Active/Active XSite fencing #29303

ryanemerson · 2024-05-02T10:27:53Z

In order to ensure that both sites in an Active/Active deployment don't continue to service requests when a split-brain occurs between the sites, it's necessary for us to implement a mechanism that will take one of the sites offline when such a scenario is detected.

Keycloak XSite Health Probe

Originally we envisaged that the Keycloak pods would expose a dedicated /xsite-check to serve as a health probe which can be periodically executed by the loadbalancer, however this approach has the following limitations:

As we're deploying only two sites no quorum on view membership exists, so when a split-brain occurs it's probable that both site's xsite-check will fail leading to both sites being taken offline if this is used directly by a LoadBalancer.
A new non-blocking check required to probe Infinispan site view status needs to be implemented in Keycloak.
Periodically checking the xsite-check by an alternative mechanism to the LoadBalancer would require another long-lived deployment, e.g. EC2 instance, Fargate container, further increasing cost and complexity.

Proposal

Instead of implementing a dedicated xsite-check, we can leverage Prometheus and the Infinispan metrics to determine when a split brain has occurred.

Prometheus alerts and AlertManager are used to trigger a webhook when the xsite site metric transitions from online to offline.
AWS API Gateway provides the webhook URL, forwarding events for processing.
AWS Lambda for processing event.

Lamdba Logic

At stage 3 the Lambda checks the state of the LoadBalancer and determines whether both sites are health.

If both sites are healthy, then a site configured by the user is taken offline by updating the /lb-check path in the Loadbalancer config (the same as with Active/Passive Lambda).

If one site is unhealthy, then nothing to do as either:

That site has failed
The Lambda is processing the second event triggered by another site

To ensure that only a single Lambda is executed at one time, it maybe necessary to leverage AWS SQS or if that's not possible, implement some form of locking in the Lambda.

Advantages

No additional Keycloak implementation required
Infinispan metrics are already being scraped
Prometheus alerts de-facto K8s standard
Only steps 2 & 3 change if we support multiple cloud providers

Disadvantages

Users must utilise Prometheus Alerts
Webhook endpoint required

Missing Pieces

ISPN-16043 Infinispan metric for global site status
Prometheus Alert
API Gateway
Lambda

The text was updated successfully, but these errors were encountered:

kami619 · 2024-05-06T11:32:35Z

Thanks for the details on this @ryanemerson.
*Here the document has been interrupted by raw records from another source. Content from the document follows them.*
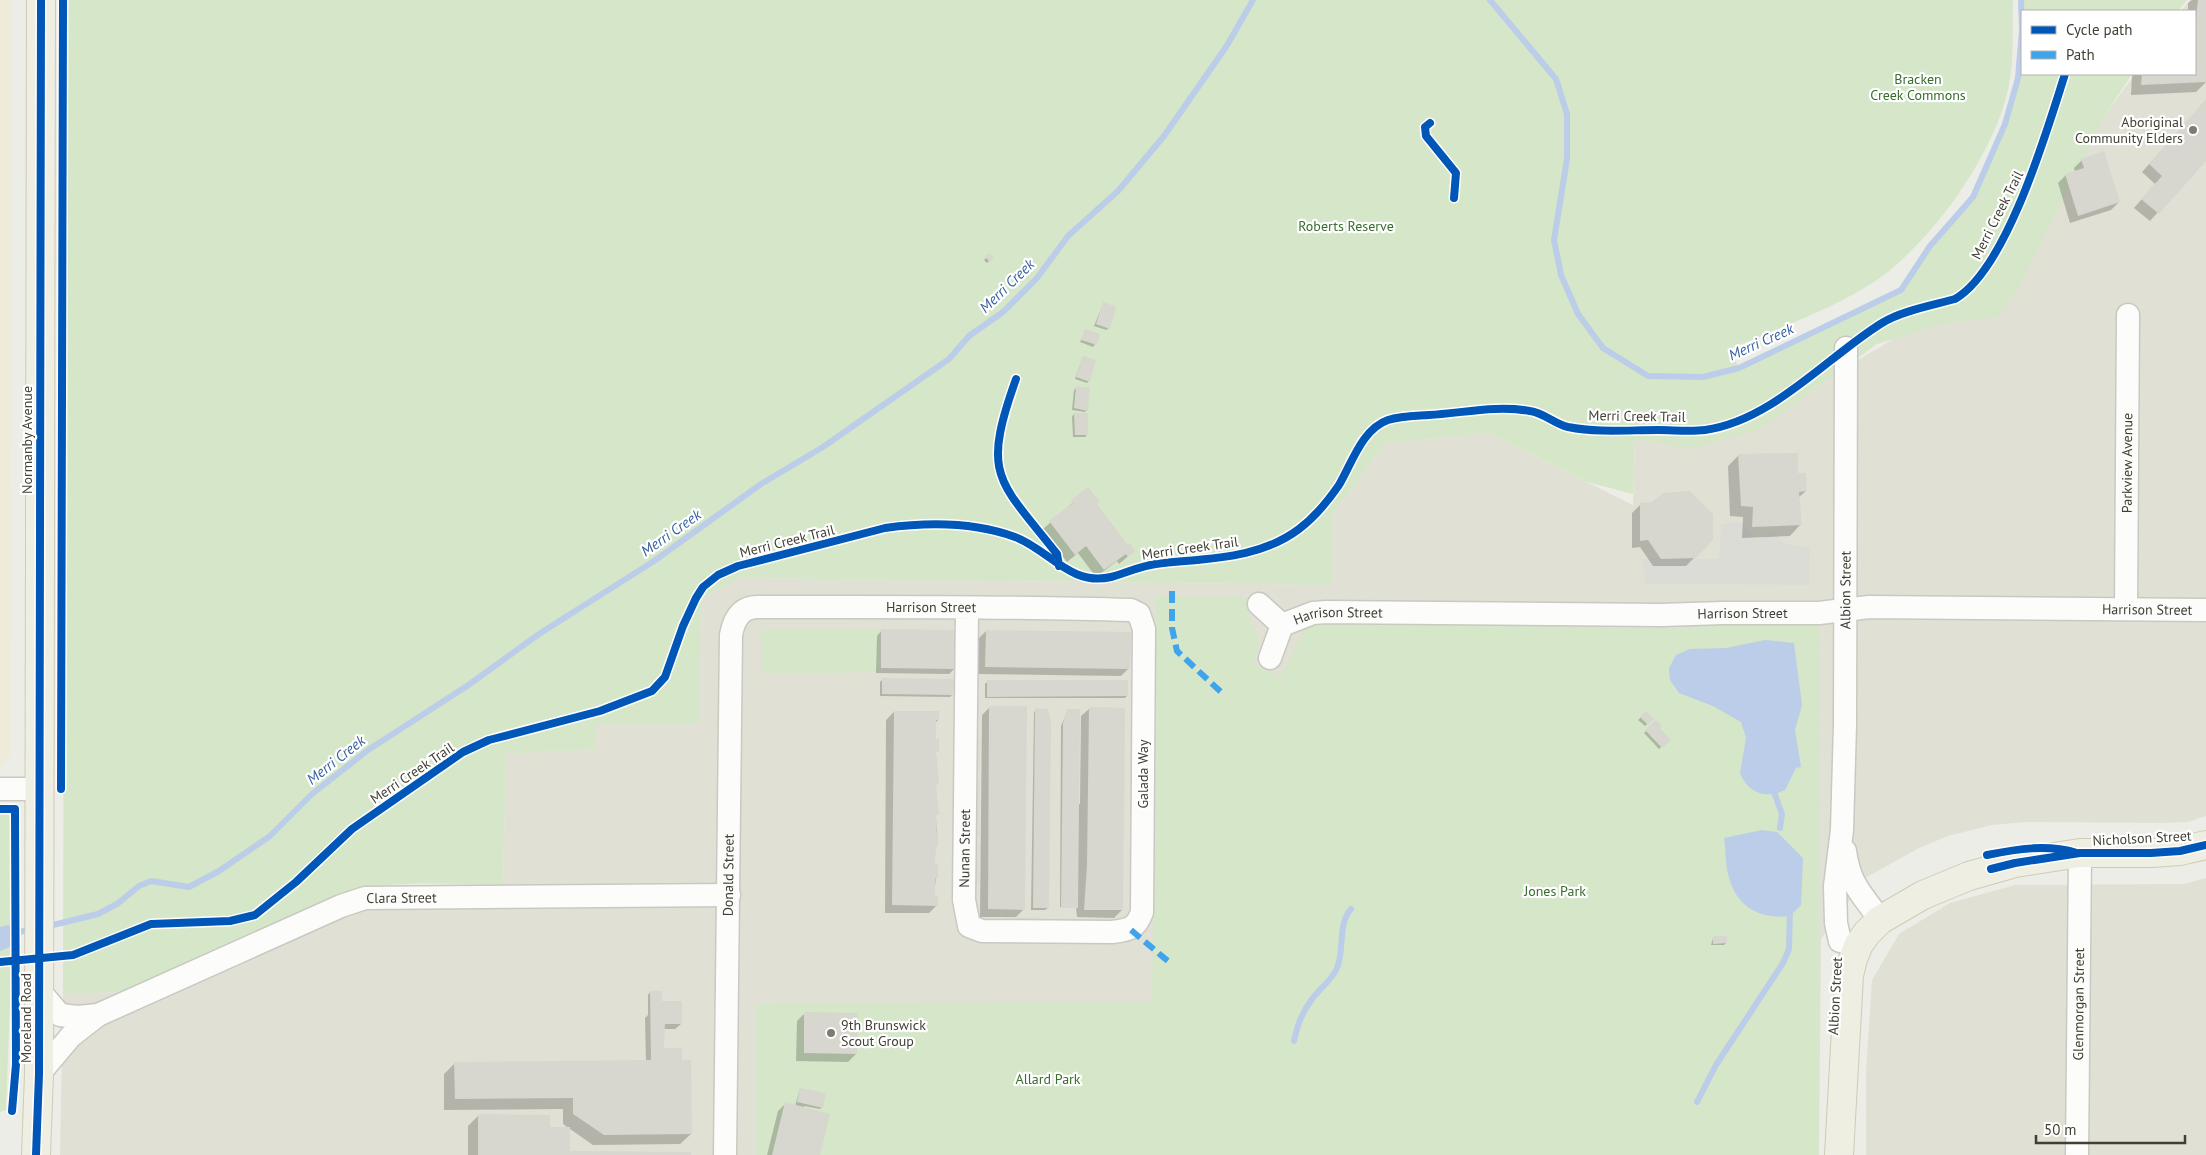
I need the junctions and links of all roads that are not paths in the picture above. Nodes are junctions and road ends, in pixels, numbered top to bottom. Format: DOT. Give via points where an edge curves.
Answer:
graph roads {
  1 [pos="40,0"];
  2 [pos="2128,315"];
  3 [pos="1846,348"];
  4 [pos="1259,604"];
  5 [pos="753,607"];
  6 [pos="967,608"];
  7 [pos="2126,609"];
  8 [pos="1845,610"];
  9 [pos="2206,610"];
  10 [pos="1139,614"];
  11 [pos="1282,625"];
  12 [pos="1270,658"];
  13 [pos="0,789"];
  14 [pos="39,790"];
  15 [pos="1842,830"];
  16 [pos="2206,845"];
  17 [pos="2080,854"];
  18 [pos="38,881"];
  19 [pos="729,895"];
  20 [pos="1875,912"];
  21 [pos="1131,930"];
  22 [pos="1840,941"];
  23 [pos="1849,974"];
  24 [pos="38,983"];
  25 [pos="98,1015"];
  26 [pos="39,1074"];
  27 [pos="1839,1145"];
  28 [pos="36,1155"];
  29 [pos="725,1155"];
  30 [pos="2077,1155"];
  1 -- 14 [label="main road, Normanby Avenue"];
  2 -- 7 [label="street, Parkview Avenue"];
  3 -- 8 [label="street, Albion Street"];
  4 -- 11 [label="street, Harrison Street"];
  5 -- 6 [label="street, Harrison Street"];
  5 -- 19 [label="street, Donald Street" via="740,613 732,625 731,635"];
  6 -- 10 [label="street, Harrison Street" via="1131,610"];
  6 -- 21 [label="street, Nunan Street" via="964,900 969,926 982,931"];
  7 -- 8 [label="street, Harrison Street" via="1869,607"];
  7 -- 9 [label="street, Harrison Street"];
  8 -- 11 [label="street, Harrison Street" via="1662,615 1326,612 1313,613"];
  8 -- 15 [label="street, Albion Street"];
  10 -- 21 [label="street, Galada Way" via="1144,629 1142,912 1139,922"];
  11 -- 12 [label="street, Harrison Street"];
  13 -- 14 [label="street"];
  14 -- 18 [label="main road, Normanby Avenue"];
  15 -- 20 [label="street, Albion Street" via="1848,873"];
  15 -- 22 [label="street, Albion Street" via="1835,886"];
  16 -- 17 [label="main road, Nicholson Street" via="2170,851"];
  17 -- 20 [label="main road, Nicholson Street" via="1984,871"];
  17 -- 30 [label="street, Glenmorgan Street"];
  18 -- 24 [label="main road, Moreland Road"];
  19 -- 25 [label="street, Clara Street" via="365,898 340,906"];
  19 -- 29 [label="street, Donald Street"];
  20 -- 22 [label="main road, Nicholson Street" via="1850,926"];
  20 -- 23 [label="main road, Nicholson Street" via="1852,959"];
  22 -- 27 [label="main road, Albion Street" via="1834,965 1833,998"];
  23 -- 27 [label="main road, Albion Street"];
  24 -- 25 [label="street, Clara Street" via="60,1015"];
  24 -- 26 [label="main road, Moreland Road"];
  25 -- 26 [label="street, Clara Street" via="71,1036"];
  26 -- 28 [label="main road, Moreland Road"];
}
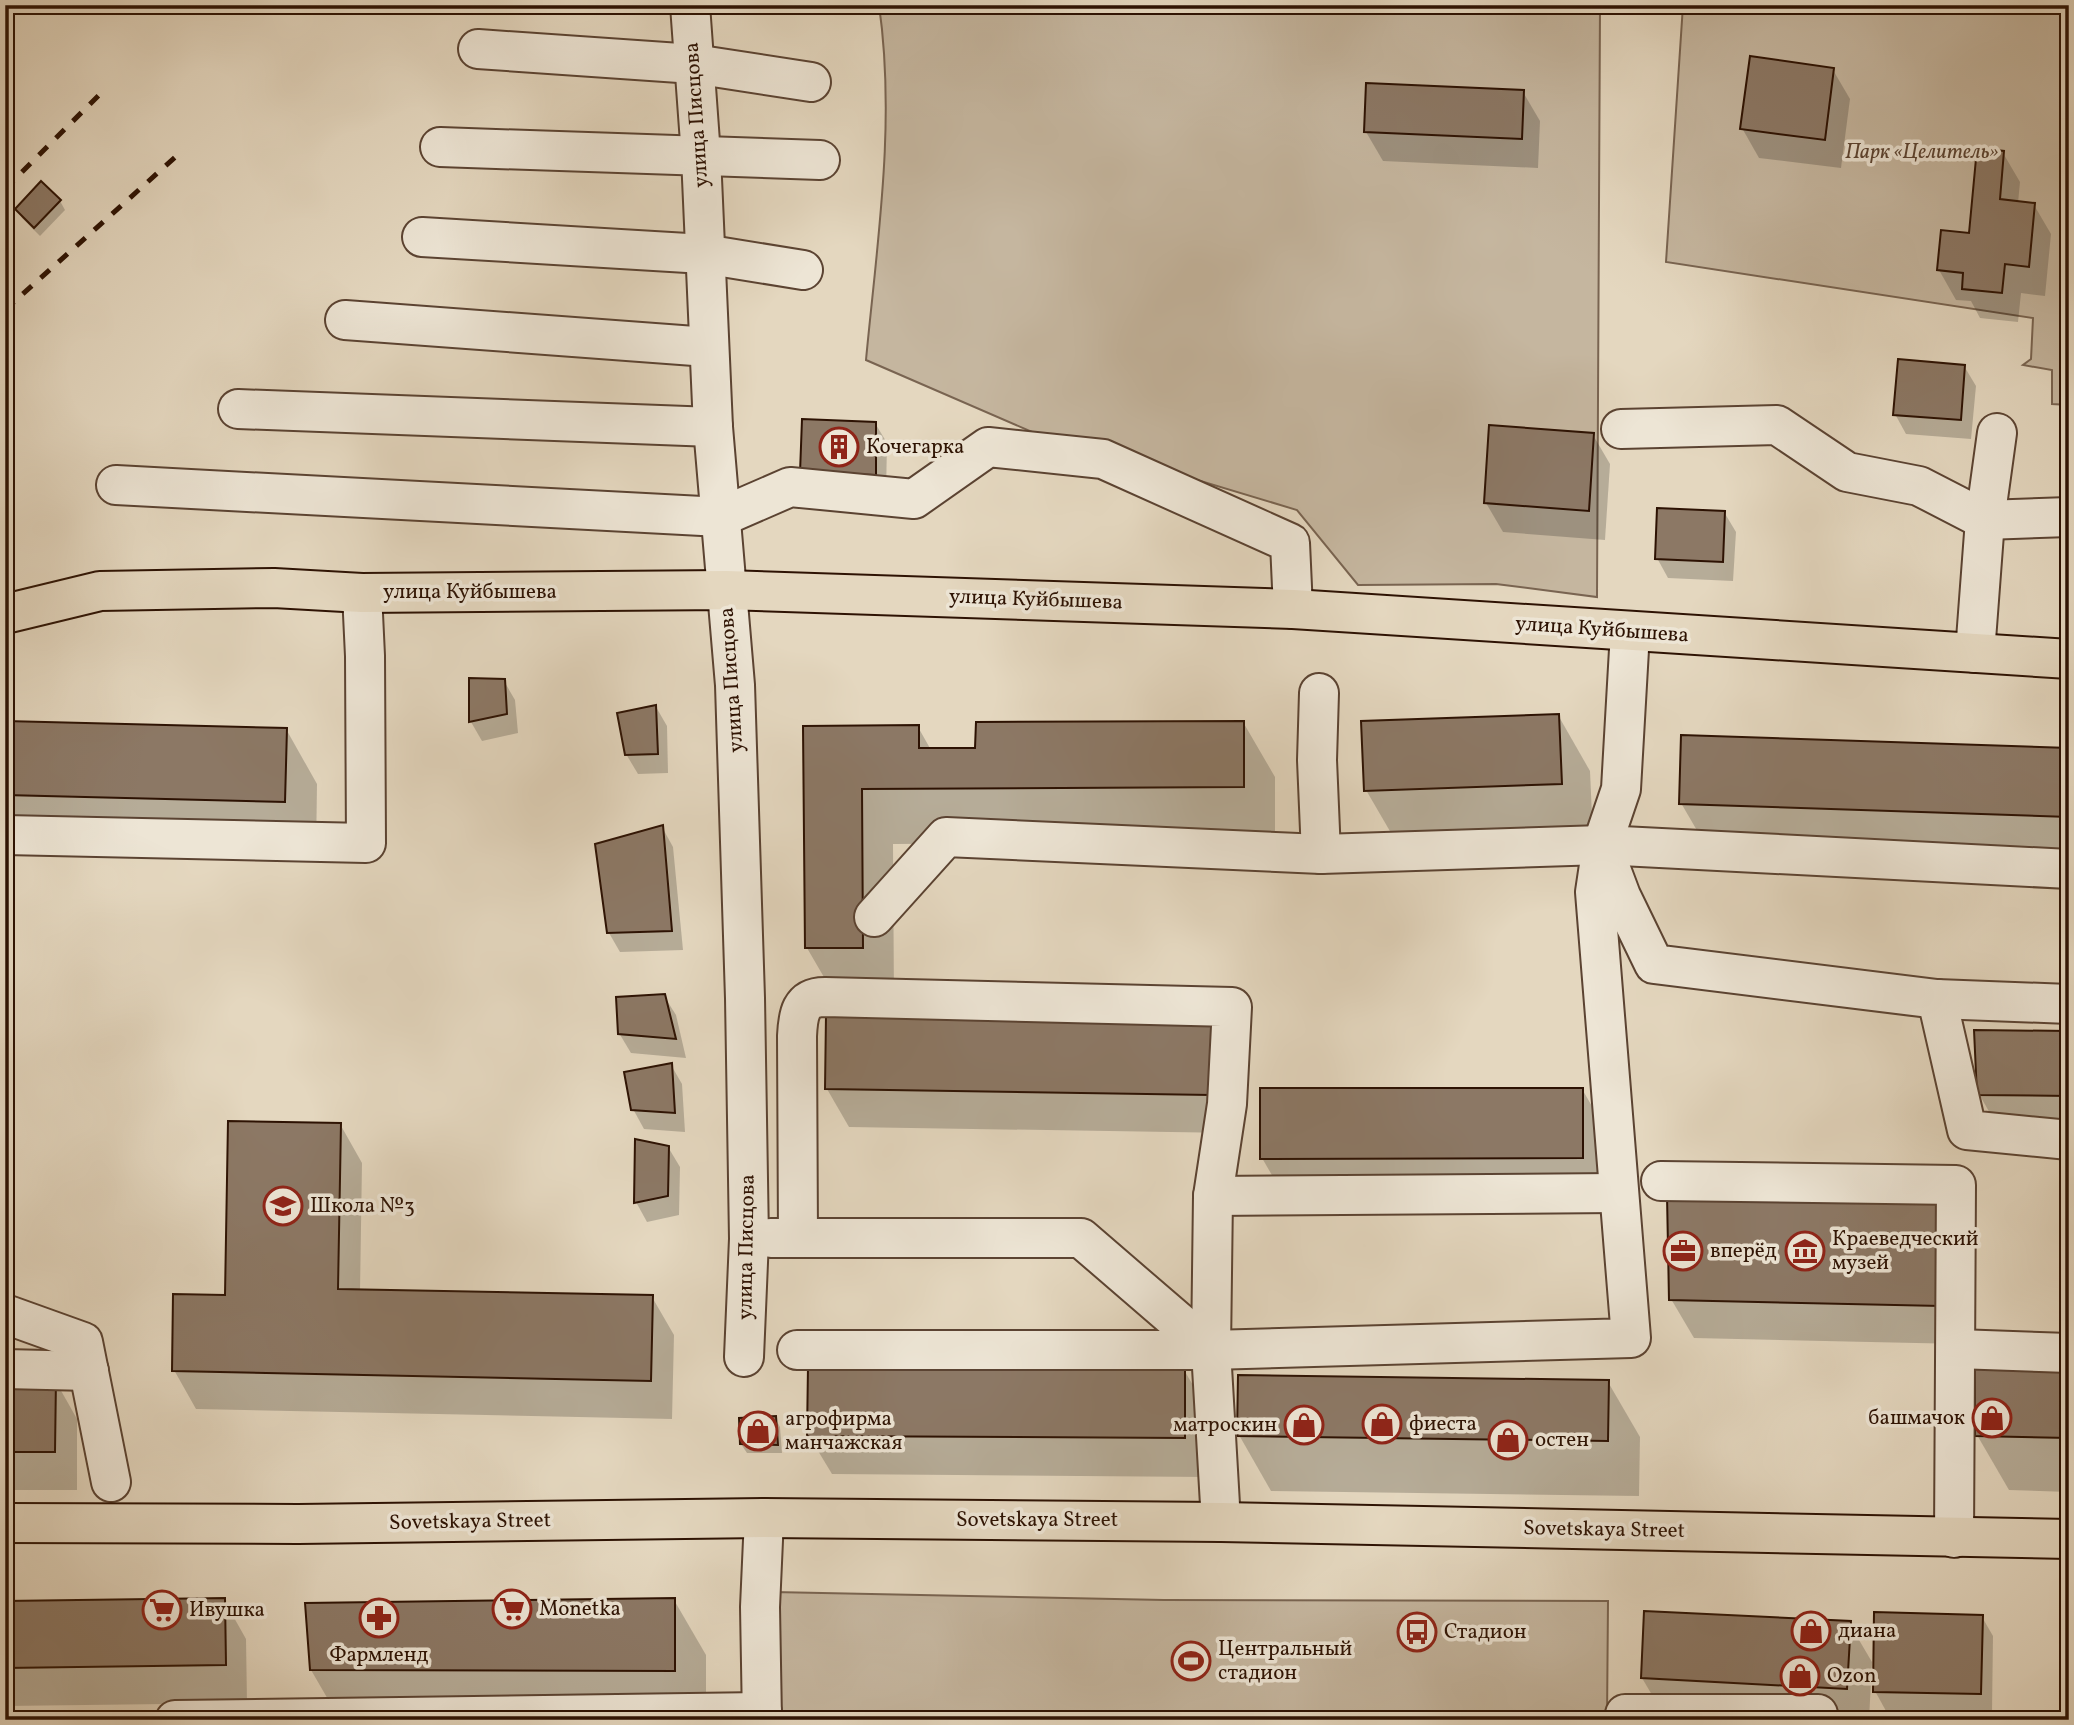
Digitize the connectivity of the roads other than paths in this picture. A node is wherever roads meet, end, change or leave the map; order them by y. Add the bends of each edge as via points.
1 (690, 5) edge
2 (478, 49) dead end
3 (694, 64) junction
4 (811, 82) dead end
5 (440, 147) dead end
6 (701, 156) junction
7 (820, 160) dead end
8 (422, 237) dead end
9 (704, 254) junction
10 (803, 270) dead end
11 (345, 320) dead end
12 (708, 347) junction
13 (238, 409) dead end
14 (713, 427) junction
15 (1621, 429) dead end
16 (1997, 433) dead end
17 (116, 485) dead end
18 (722, 517) junction
19 (2069, 517) edge
20 (1985, 520) junction
21 (726, 590) junction
22 (362, 593) junction
23 (1293, 609) junction
24 (5, 614) edge
25 (1630, 632) junction
26 (1975, 653) junction
27 (2069, 659) edge
28 (1319, 694) dead end
29 (5, 835) edge
30 (1602, 845) junction
31 (1321, 854) junction
32 (2069, 869) edge
33 (874, 917) dead end
34 (1937, 999) junction
35 (2069, 1004) edge
36 (2069, 1140) edge
37 (1661, 1181) dead end
38 (1617, 1194) junction
39 (1213, 1196) junction
40 (798, 1238) junction
41 (749, 1239) junction
42 (5, 1314) edge
43 (1957, 1349) junction
44 (797, 1350) dead end
45 (1211, 1350) junction
46 (2069, 1353) edge
47 (744, 1357) dead end
48 (5, 1369) edge
49 (89, 1371) junction
50 (111, 1482) dead end
51 (764, 1518) junction
52 (1221, 1522) junction
53 (5, 1523) edge
54 (1954, 1538) junction
55 (2069, 1539) edge
56 (762, 1716) edge
57 (1625, 1717) edge
58 (284, 1718) edge
59 (175, 1720) edge
60 (1818, 1720) edge

1 - 3 street, улица Писцова
2 - 3 street
3 - 4 street
3 - 6 street, улица Писцова
5 - 6 street
6 - 7 street
6 - 9 street, улица Писцова
8 - 9 street
9 - 10 street
9 - 12 street, улица Писцова
11 - 12 street
12 - 14 street, улица Писцова
13 - 14 street
14 - 18 street, улица Писцова
15 - 20 street via 1777,425 1847,472 1919,486
16 - 20 street
17 - 18 street
18 - 21 street, улица Писцова
18 - 23 street via 790,487 914,499 988,447 1104,459 1290,543
19 - 20 street
20 - 26 street
21 - 22 main road, улица Куйбышева
21 - 23 main road, улица Куйбышева
21 - 41 street, улица Писцова via 735,685
22 - 24 main road, улица Куйбышева via 274,587 100,591
22 - 29 street via 366,844
23 - 25 main road, улица Куйбышева
25 - 26 main road, улица Куйбышева
25 - 30 street via 1621,789
26 - 27 main road, улица Куйбышева
28 - 31 street
30 - 31 street
30 - 32 street
30 - 34 street via 1654,964
30 - 38 street via 1595,892
31 - 33 street via 946,837
34 - 35 street
34 - 36 street via 1968,1130
37 - 43 street via 1956,1185
38 - 39 street
38 - 45 street via 1630,1338
39 - 40 street via 1227,1104 1232,1007 816,997 801,1007 796,1035
39 - 45 street
40 - 41 street
40 - 45 street via 1081,1238
41 - 47 street, улица Писцова
42 - 49 street via 83,1342
43 - 46 street
43 - 54 street
44 - 45 street
45 - 52 street
48 - 49 street
49 - 50 street
51 - 52 main road, Sovetskaya Street
51 - 53 main road, Sovetskaya Street
51 - 56 street
52 - 54 main road, Sovetskaya Street
54 - 55 main road, Sovetskaya Street
56 - 58 street
57 - 60 street via 1818,1714
58 - 59 street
I have few questions,

1 - Do we need X number of lambdas to be deployed and maintained for X number of sites as per this proposal ?

2 - Does the below statement indicate a manual intervention is required for a split brain scenario ?

If both sites are healthy, then a site configured by the user is taken offline by updating the /lb-check path in the Loadbalancer config (the same as with Active/Passive Lambda).

3 - In the missing pieces we also want to add some mechanism to determine concurrency execution related issues such as a Queue (AWS SQS), right ? But having SQS also brings in the quirks of how the events are handled, such as handling in flight message situations.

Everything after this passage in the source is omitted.